During the notice period relating to each election date, you may elect to
extend the maturity of all or any portion of the principal amount of your
Notes so that the maturity of your Notes will be extended to the date
occurring 366 calendar days from and including the 4th day of the next
succeeding month following such election date. However, if that 366th calendar
day is not a Business Day, the maturity of your Notes will be extended to the
immediately preceding Business Day. The election dates will be the 4th
calendar day of each month from February 2004 to January 2008 inclusive,
whether or not any such day is a Business Day.
You may elect to extend the maturity of all of your Notes or of any
portion thereof having a principal amount of $1,000 or any multiple of $1,000
in excess thereof. To make your election effective on any election date, you
must deliver a notice of election during the notice period for that election
date. The notice period for each election date will begin on the fifth
scheduled Business Day prior to the election date and end on the election
date; however, if that election date is not a Business Day, the notice period
will be extended to the following Business Day. Your notice of election must
be delivered to the Trustee for the Notes, through the normal clearing system
channels described in more detail below, no later than the close of business,
New York City time, on the last Business Day in the notice period relating to
the applicable election date. Upon delivery to the Trustee of a notice of
election to extend the maturity of the Notes or any portion thereof during any
notice period, that election will be revocable during each day of such notice
period until 12:00 noon, New York City time, on the last Business Day in the
notice period relating to the applicable election date, at which time such
notice will become irrevocable.
If, with respect to any election date, you do not make an election to
extend the maturity of all or any portion of the principal amount of your
Notes, the principal amount of the Notes for which you have failed to make
such an election will become due and payable on the Initial Stated Maturity
Date, or any later date to which the maturity of your Notes has previously
been extended. The principal amount of the Notes for which such election is
not exercised will be represented by a note issued on the last Business Day of
the applicable notice period. The note so issued will have the same terms as
the Notes, except that it will not be extendible, will have a separate CUSIP
number and its maturity date will be the date that is 366 calendar days from
and including such election date or, if such 366th calendar day is not a
Business Day, the immediately preceding Business Day. The failure to elect to
extend the maturity of all or any portion of the Notes will be irrevocable and
will be binding upon any subsequent holder of such Notes.

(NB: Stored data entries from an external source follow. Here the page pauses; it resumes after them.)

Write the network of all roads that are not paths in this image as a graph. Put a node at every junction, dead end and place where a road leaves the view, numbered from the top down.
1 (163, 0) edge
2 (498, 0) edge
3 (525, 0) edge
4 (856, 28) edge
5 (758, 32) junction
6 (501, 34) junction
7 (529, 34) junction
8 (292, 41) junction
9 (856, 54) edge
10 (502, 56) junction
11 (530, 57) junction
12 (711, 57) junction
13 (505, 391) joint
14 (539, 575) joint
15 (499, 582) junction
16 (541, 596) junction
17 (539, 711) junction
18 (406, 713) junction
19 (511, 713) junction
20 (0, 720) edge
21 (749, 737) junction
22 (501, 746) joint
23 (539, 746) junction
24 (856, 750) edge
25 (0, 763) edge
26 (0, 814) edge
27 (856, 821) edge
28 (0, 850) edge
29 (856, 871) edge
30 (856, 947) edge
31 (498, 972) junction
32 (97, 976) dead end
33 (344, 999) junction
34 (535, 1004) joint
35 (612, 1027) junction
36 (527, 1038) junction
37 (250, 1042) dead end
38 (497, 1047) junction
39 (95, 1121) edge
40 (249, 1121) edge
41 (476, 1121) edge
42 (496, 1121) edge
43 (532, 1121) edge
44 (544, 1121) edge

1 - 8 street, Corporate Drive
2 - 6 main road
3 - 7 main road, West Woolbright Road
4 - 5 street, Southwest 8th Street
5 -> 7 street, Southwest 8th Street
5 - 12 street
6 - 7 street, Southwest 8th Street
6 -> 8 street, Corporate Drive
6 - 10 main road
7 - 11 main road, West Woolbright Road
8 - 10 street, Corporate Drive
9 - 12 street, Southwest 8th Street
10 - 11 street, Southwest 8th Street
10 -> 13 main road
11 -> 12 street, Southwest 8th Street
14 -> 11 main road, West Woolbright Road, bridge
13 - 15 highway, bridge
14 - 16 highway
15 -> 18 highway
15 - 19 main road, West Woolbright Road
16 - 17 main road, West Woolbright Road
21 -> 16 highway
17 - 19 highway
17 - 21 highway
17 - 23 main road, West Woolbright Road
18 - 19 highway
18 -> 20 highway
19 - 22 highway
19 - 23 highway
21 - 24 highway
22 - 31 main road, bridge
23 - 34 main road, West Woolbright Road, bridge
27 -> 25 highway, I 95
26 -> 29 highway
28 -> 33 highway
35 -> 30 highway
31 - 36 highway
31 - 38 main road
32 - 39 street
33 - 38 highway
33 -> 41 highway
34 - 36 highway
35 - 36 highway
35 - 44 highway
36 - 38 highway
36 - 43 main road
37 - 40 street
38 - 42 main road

The Notes will bear interest from the Original Issue Date until the
principal amount thereof is paid or made available for payment at a rate
determined for each Interest Reset Period by reference to the Interest Rate
Basis, based on the Index Maturity, plus the Spread applicable for the
relevant Interest Reset Date. We describe how floating rates are determined
and calculated in the section called "Interest-Floating Rate Notes" in the
accompanying prospectus supplement, subject to and as modified by the
provisions described below.
The Notes will be issued in registered global form and will remain on
deposit with the Depositary for the Notes. Therefore, you must exercise the
option to extend the maturity of your Notes through the Depositary. To ensure
that the Depositary will receive timely notice of your election to extend the
maturity of all or a portion of your Notes, so that it can deliver notice of
your election to the Trustee prior to the close of business, New York City
time, on the last Business Day in the notice period, you must instruct the
direct or indirect participant through which you hold an interest in the Notes
to notify the Depositary of your election to extend the maturity of your Notes
in accordance with the then applicable operating procedures of the Depositary.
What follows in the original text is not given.